__Brief__: Find the lines in these entries that include the word "Ravine" and state how many there are, with no other words.

[Collected data]
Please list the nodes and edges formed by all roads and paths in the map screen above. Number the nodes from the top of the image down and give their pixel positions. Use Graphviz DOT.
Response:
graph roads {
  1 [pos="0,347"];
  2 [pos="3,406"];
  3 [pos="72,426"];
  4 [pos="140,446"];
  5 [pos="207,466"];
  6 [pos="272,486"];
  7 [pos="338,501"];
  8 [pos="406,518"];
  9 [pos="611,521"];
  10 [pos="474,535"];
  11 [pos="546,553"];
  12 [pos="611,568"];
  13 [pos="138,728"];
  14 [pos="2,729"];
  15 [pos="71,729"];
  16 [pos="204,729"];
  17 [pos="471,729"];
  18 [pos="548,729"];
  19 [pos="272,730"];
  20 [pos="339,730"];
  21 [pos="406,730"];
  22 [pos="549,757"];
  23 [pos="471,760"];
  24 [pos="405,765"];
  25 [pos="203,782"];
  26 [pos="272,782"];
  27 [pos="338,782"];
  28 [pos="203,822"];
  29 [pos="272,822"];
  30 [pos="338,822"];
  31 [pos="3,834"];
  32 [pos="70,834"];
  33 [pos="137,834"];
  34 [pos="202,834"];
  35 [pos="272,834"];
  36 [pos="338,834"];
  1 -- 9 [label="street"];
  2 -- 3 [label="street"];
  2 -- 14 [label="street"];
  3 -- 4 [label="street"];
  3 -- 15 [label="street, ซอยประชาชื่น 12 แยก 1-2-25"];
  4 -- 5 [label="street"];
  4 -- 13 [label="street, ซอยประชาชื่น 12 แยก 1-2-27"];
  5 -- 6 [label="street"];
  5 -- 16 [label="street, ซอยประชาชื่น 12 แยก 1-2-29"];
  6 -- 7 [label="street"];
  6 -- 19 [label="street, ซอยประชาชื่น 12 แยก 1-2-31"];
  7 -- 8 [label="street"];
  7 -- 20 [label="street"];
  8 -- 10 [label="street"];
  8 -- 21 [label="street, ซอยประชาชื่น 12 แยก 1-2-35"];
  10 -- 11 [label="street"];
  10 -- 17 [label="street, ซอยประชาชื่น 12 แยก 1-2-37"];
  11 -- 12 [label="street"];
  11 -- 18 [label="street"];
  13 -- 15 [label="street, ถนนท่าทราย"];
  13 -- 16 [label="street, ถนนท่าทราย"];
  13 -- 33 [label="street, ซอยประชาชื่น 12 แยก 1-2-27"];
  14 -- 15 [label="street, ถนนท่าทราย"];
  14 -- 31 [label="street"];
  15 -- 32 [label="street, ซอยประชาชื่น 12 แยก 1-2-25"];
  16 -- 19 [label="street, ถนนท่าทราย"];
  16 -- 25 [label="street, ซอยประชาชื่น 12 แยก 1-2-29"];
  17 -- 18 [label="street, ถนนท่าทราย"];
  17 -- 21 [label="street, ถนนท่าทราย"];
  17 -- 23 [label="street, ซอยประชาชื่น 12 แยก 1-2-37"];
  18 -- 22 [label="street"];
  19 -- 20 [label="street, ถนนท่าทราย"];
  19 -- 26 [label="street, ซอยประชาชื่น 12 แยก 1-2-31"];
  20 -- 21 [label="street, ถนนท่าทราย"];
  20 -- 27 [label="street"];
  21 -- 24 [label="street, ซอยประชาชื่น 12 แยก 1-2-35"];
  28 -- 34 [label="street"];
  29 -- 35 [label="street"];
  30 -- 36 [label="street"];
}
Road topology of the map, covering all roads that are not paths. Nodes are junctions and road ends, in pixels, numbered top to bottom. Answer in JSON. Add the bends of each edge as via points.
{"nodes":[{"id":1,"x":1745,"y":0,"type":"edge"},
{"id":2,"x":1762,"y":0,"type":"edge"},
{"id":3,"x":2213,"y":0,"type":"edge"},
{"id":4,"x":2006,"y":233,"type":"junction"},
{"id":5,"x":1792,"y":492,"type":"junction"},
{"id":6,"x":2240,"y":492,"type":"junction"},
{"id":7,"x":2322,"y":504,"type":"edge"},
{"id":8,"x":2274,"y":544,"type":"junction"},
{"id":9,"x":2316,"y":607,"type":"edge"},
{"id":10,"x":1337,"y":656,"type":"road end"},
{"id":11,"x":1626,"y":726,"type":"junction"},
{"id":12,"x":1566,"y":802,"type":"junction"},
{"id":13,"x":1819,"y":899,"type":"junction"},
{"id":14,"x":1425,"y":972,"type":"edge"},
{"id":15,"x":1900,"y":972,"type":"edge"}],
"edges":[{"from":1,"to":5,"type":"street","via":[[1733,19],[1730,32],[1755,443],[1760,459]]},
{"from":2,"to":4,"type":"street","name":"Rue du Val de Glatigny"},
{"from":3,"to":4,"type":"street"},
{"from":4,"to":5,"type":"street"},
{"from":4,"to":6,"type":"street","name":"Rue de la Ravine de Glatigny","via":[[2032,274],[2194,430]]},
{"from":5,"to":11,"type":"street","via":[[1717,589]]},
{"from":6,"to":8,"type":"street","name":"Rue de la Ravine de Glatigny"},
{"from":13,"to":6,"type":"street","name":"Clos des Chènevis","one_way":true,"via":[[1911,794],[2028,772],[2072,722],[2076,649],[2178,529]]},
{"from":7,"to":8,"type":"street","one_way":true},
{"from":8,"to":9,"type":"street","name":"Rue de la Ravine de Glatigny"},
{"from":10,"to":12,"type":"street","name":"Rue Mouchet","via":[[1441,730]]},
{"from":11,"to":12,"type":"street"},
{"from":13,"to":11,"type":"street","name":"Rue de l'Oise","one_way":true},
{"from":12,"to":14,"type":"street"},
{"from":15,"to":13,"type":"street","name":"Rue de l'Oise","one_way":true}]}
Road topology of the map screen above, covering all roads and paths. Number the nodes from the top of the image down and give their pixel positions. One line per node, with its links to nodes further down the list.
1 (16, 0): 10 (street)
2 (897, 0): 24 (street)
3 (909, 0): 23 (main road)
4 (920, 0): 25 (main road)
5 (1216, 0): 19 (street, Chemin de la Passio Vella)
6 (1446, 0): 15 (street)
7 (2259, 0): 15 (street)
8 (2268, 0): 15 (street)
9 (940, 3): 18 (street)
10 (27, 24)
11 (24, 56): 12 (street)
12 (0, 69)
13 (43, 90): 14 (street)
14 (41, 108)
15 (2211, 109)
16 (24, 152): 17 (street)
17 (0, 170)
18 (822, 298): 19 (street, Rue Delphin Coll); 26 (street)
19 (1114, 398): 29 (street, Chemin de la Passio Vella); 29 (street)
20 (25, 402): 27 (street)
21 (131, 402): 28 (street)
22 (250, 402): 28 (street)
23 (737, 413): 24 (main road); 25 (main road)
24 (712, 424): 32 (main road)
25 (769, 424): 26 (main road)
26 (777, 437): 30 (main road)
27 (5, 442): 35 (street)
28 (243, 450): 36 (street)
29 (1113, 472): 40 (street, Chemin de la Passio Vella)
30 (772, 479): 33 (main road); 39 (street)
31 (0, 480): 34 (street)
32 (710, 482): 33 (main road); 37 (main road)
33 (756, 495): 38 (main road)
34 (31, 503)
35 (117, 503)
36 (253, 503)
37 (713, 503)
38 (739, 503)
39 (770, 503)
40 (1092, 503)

__Completed task__: 3